As the animal wanders close to the virtual boundary, an increasingly loud clicking is heard. As they get even closer, a harmless electric shock is delivered to the animal’s neck via chains on the collars.
According to Baltzeren, the animals soon respond quickly to the shock and then the clicking noise. “You can see them learn as you observe their interaction with the virtual boundary,” says Baltzeren.
Nofence has been in development in Norway for more than 20 years. A research pilot project with 850 goats started in 2016 with expanded pilots with sheep, goats and cattle in 2019. With commercial introduction in Norway and a few other countries, use has grown to 27,000 animals and 2,400 customers.
Both satellite and GSM provide location data, the former using triangulation from at least 3 or 4 satellites.
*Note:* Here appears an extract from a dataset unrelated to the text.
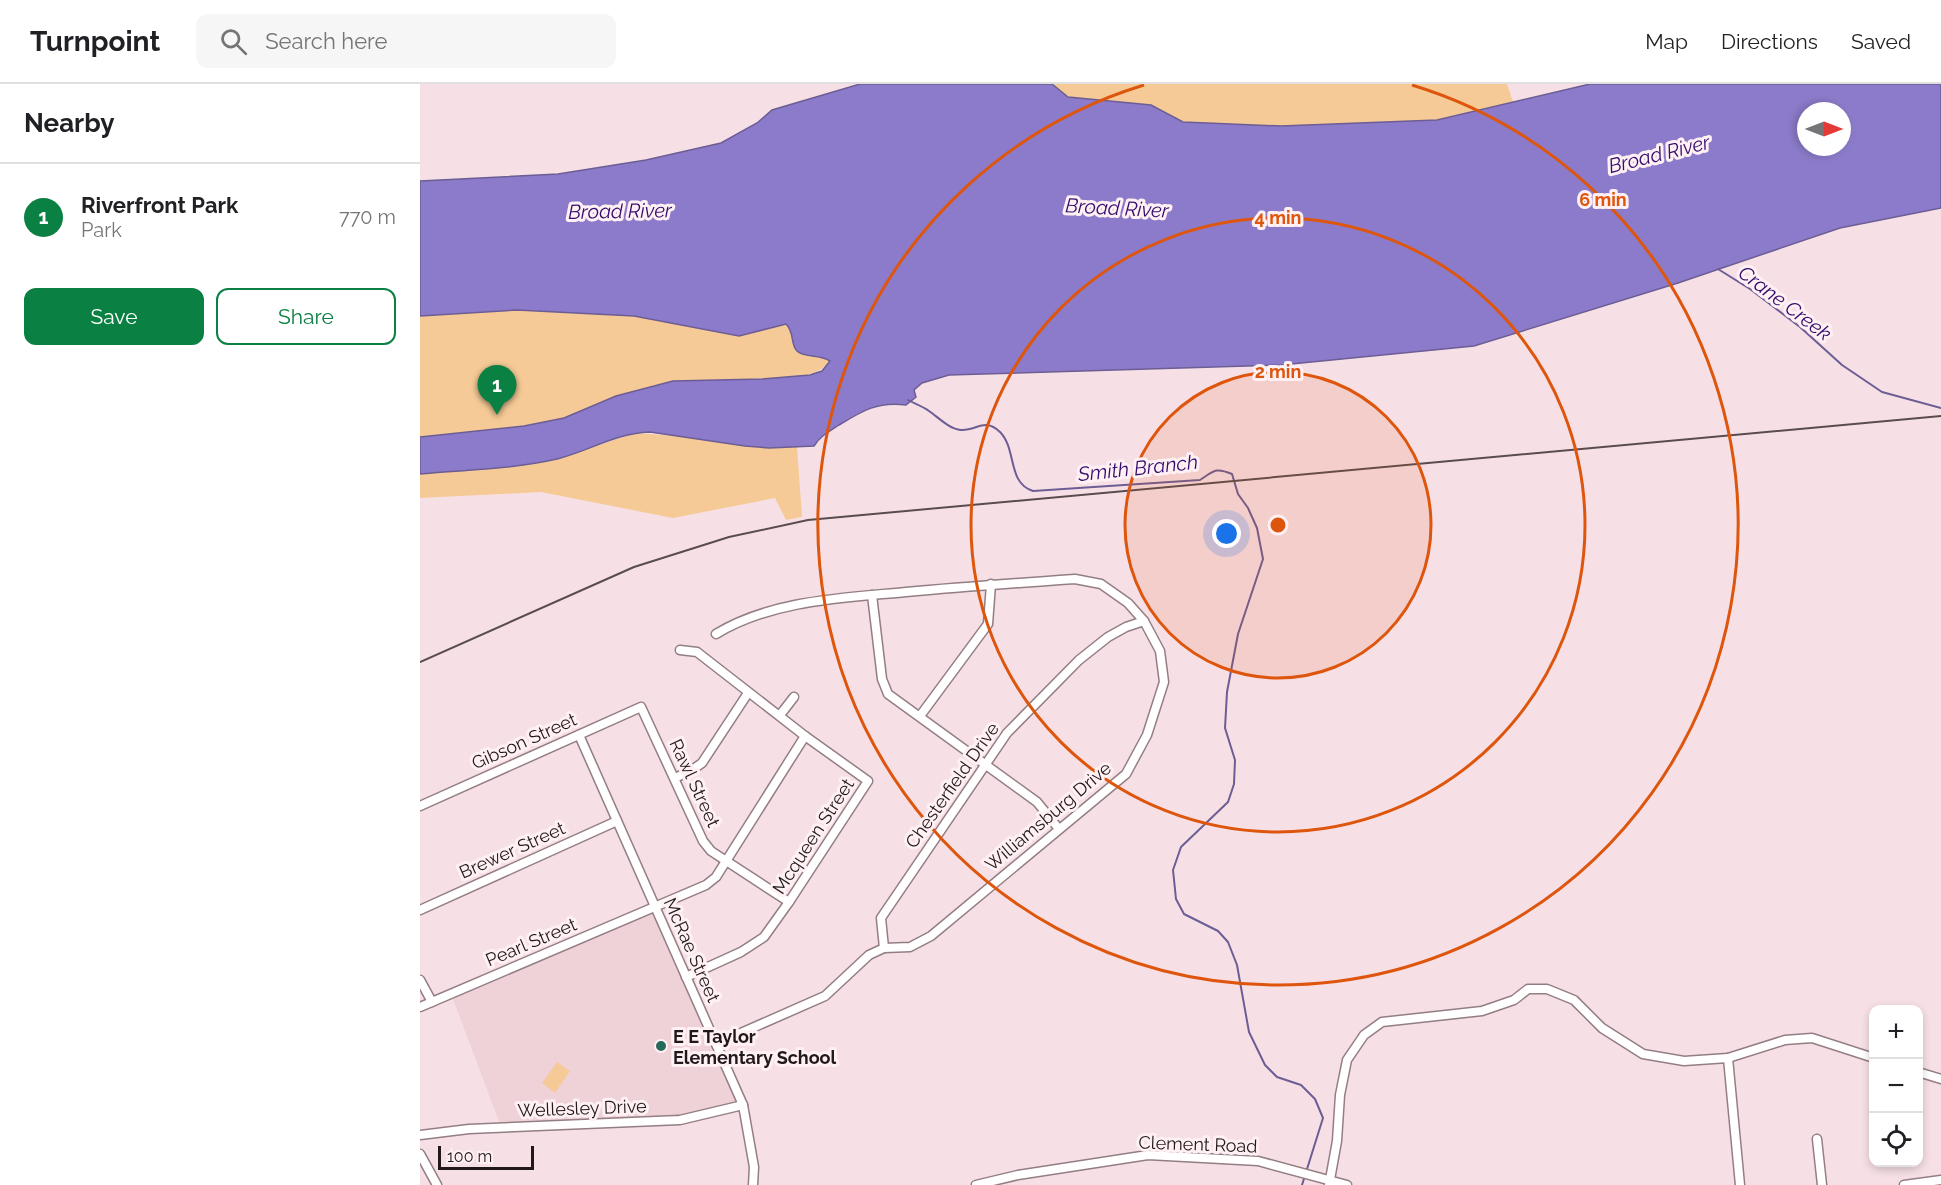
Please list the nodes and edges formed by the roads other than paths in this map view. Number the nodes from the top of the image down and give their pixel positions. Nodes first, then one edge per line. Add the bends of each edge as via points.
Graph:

As an animal moves toward the boundary, it will receive 3 audio alerts, and if it continues, 3 successive electric pulses. The owner is notified with the first pulse and again if it crosses the boundary. At that point it is classified as an escape, and it is tracked electronically. If it crosses back, it receives no pulse. Experience with the collar has shown animals typically go back on their own.
Nofence offers a larger collar designed for cattle and a smaller one for goats and sheep. The cattle collar with its 20Ah battery weighs just over 3 lbs. The sheep and goat collars with 10Ah batteries weigh in at just over 1 lb.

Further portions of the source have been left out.